** Description of the task **
The reply should hold every entry exactly as written and none of the pictures.

======== Data shown ========

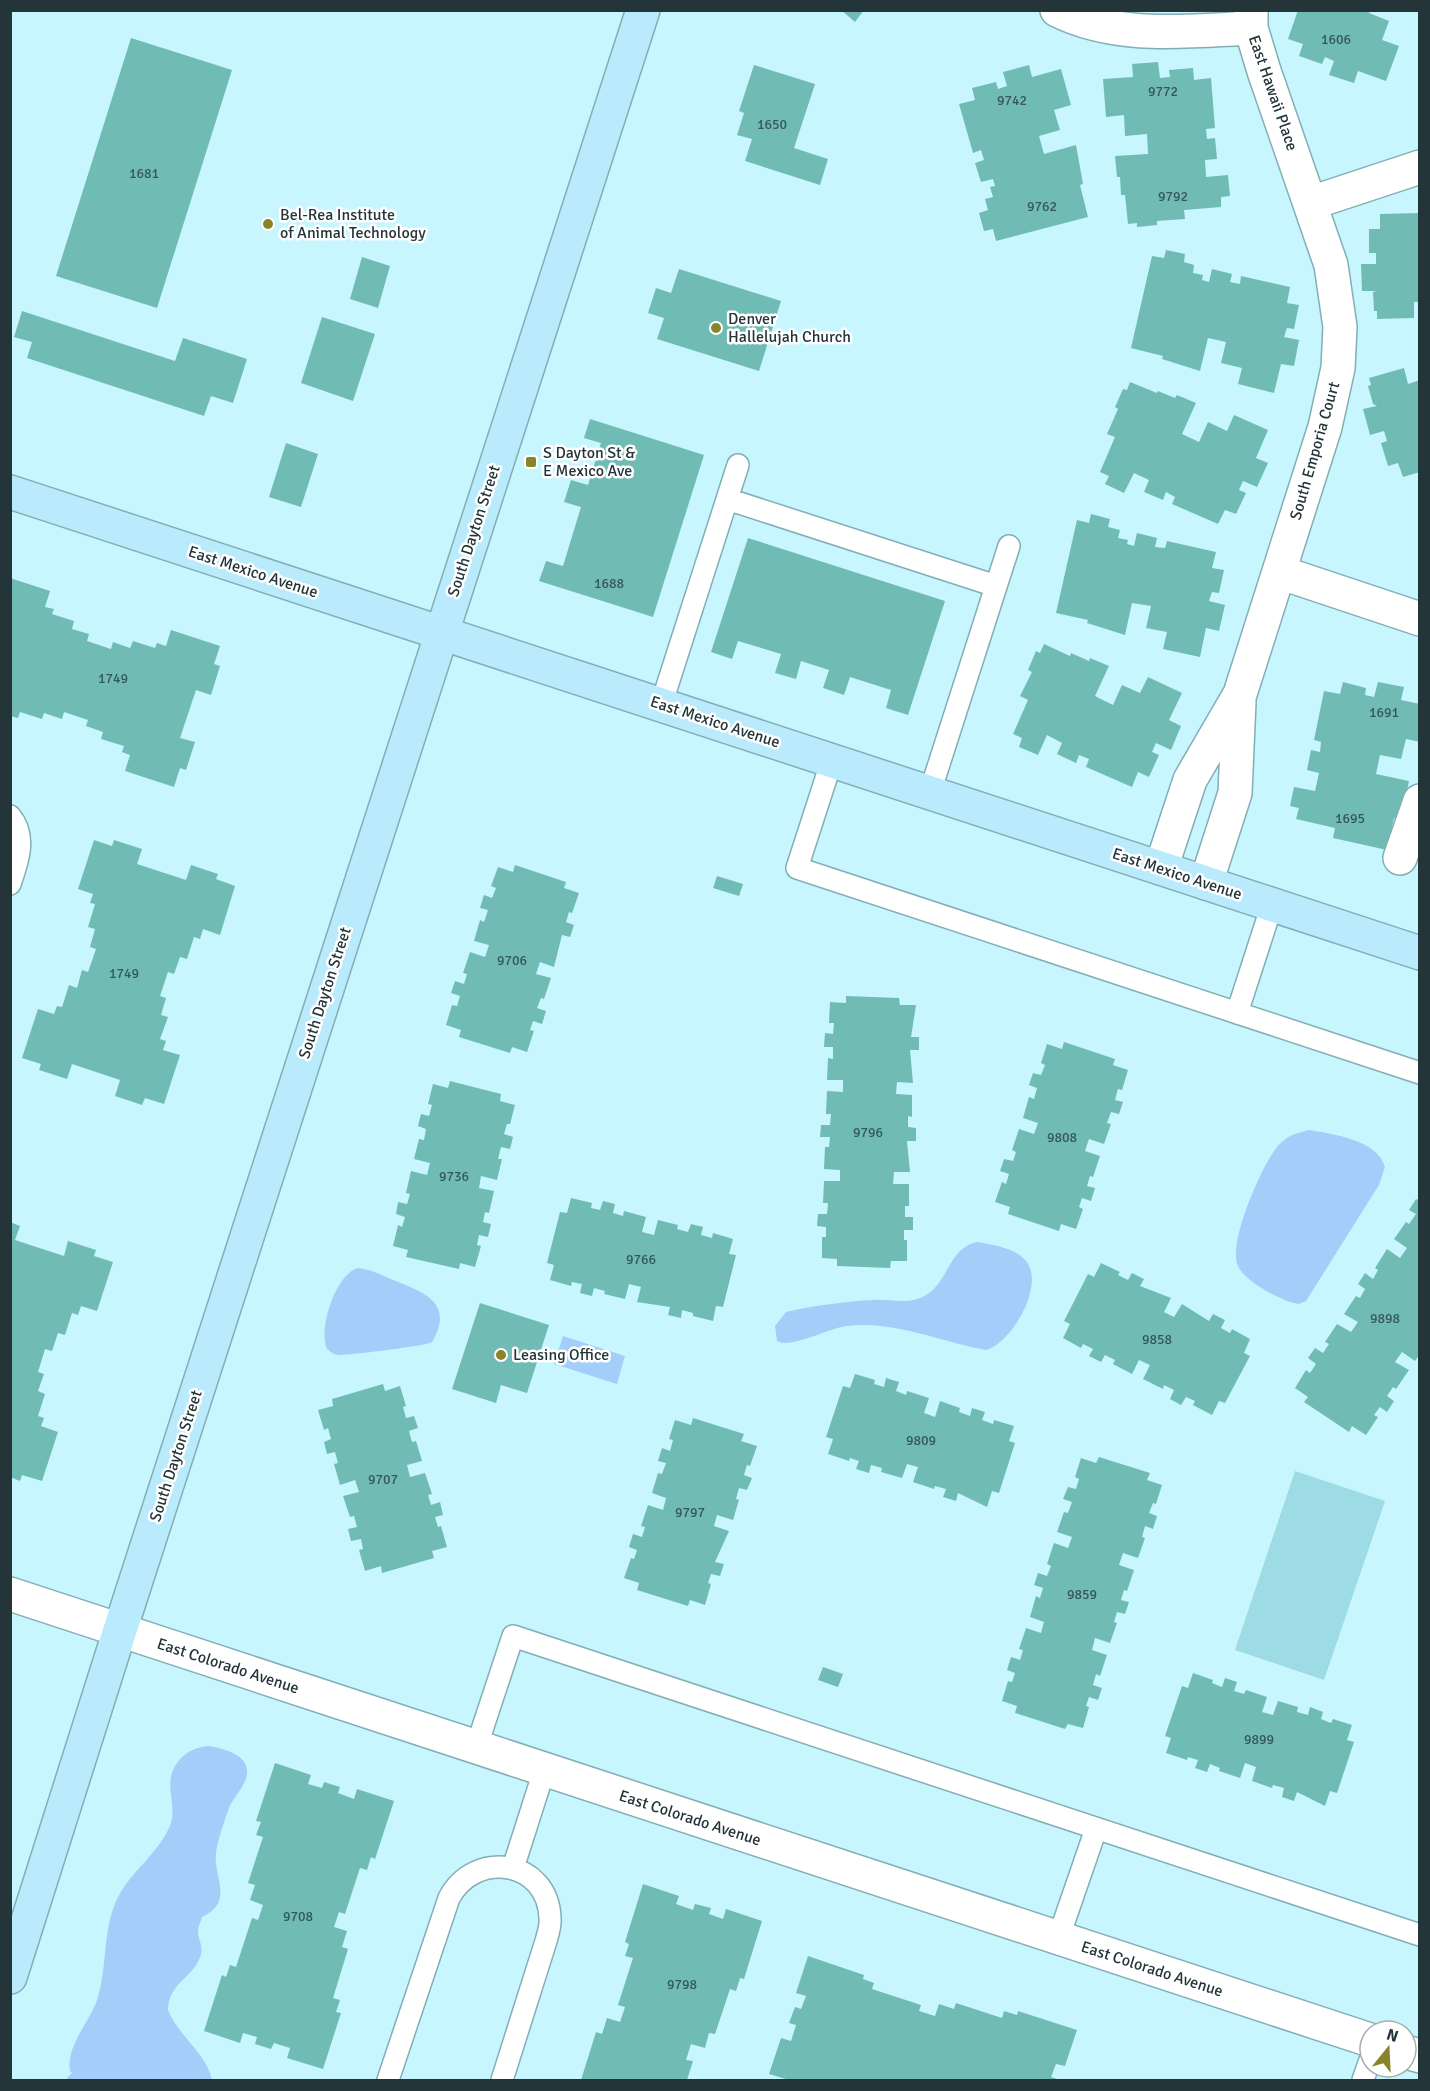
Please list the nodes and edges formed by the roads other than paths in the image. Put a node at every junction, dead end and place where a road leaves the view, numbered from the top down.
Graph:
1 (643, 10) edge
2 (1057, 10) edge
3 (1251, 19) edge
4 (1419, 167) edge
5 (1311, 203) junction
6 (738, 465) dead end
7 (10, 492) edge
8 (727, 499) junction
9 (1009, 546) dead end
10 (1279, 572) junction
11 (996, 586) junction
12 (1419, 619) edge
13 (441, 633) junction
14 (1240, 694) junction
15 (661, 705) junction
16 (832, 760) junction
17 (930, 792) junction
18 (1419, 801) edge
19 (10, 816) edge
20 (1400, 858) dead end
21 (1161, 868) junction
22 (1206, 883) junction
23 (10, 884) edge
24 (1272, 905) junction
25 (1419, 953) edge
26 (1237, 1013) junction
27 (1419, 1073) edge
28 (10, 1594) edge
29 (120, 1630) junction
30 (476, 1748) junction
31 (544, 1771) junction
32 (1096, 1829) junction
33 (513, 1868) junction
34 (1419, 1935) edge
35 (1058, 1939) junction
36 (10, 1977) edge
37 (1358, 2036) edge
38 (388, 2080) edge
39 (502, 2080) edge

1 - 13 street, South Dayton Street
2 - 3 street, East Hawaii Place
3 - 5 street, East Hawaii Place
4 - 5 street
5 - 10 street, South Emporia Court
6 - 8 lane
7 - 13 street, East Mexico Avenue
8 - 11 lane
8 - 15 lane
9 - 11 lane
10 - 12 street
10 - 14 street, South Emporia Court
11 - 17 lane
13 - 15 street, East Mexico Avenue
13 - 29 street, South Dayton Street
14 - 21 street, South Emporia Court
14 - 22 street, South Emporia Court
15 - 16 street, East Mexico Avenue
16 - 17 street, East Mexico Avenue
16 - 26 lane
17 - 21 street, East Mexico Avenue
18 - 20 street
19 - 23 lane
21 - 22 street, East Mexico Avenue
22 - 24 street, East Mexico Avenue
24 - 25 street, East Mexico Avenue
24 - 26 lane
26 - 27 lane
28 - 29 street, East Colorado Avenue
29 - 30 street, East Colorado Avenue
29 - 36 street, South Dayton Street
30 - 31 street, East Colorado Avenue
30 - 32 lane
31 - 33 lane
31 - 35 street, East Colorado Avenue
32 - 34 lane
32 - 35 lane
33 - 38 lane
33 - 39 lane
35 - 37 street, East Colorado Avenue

========

** Response **
Please list the nodes and edges formed by the roads other than paths in the image. Put a node at every junction, dead end and place where a road leaves the view, numbered from the top down.
Graph:
1 (643, 10) edge
2 (1057, 10) edge
3 (1251, 19) edge
4 (1419, 167) edge
5 (1311, 203) junction
6 (738, 465) dead end
7 (10, 492) edge
8 (727, 499) junction
9 (1009, 546) dead end
10 (1279, 572) junction
11 (996, 586) junction
12 (1419, 619) edge
13 (441, 633) junction
14 (1240, 694) junction
15 (661, 705) junction
16 (832, 760) junction
17 (930, 792) junction
18 (1419, 801) edge
19 (10, 816) edge
20 (1400, 858) dead end
21 (1161, 868) junction
22 (1206, 883) junction
23 (10, 884) edge
24 (1272, 905) junction
25 (1419, 953) edge
26 (1237, 1013) junction
27 (1419, 1073) edge
28 (10, 1594) edge
29 (120, 1630) junction
30 (476, 1748) junction
31 (544, 1771) junction
32 (1096, 1829) junction
33 (513, 1868) junction
34 (1419, 1935) edge
35 (1058, 1939) junction
36 (10, 1977) edge
37 (1358, 2036) edge
38 (388, 2080) edge
39 (502, 2080) edge

1 - 13 street, South Dayton Street
2 - 3 street, East Hawaii Place
3 - 5 street, East Hawaii Place
4 - 5 street
5 - 10 street, South Emporia Court
6 - 8 lane
7 - 13 street, East Mexico Avenue
8 - 11 lane
8 - 15 lane
9 - 11 lane
10 - 12 street
10 - 14 street, South Emporia Court
11 - 17 lane
13 - 15 street, East Mexico Avenue
13 - 29 street, South Dayton Street
14 - 21 street, South Emporia Court
14 - 22 street, South Emporia Court
15 - 16 street, East Mexico Avenue
16 - 17 street, East Mexico Avenue
16 - 26 lane
17 - 21 street, East Mexico Avenue
18 - 20 street
19 - 23 lane
21 - 22 street, East Mexico Avenue
22 - 24 street, East Mexico Avenue
24 - 25 street, East Mexico Avenue
24 - 26 lane
26 - 27 lane
28 - 29 street, East Colorado Avenue
29 - 30 street, East Colorado Avenue
29 - 36 street, South Dayton Street
30 - 31 street, East Colorado Avenue
30 - 32 lane
31 - 33 lane
31 - 35 street, East Colorado Avenue
32 - 34 lane
32 - 35 lane
33 - 38 lane
33 - 39 lane
35 - 37 street, East Colorado Avenue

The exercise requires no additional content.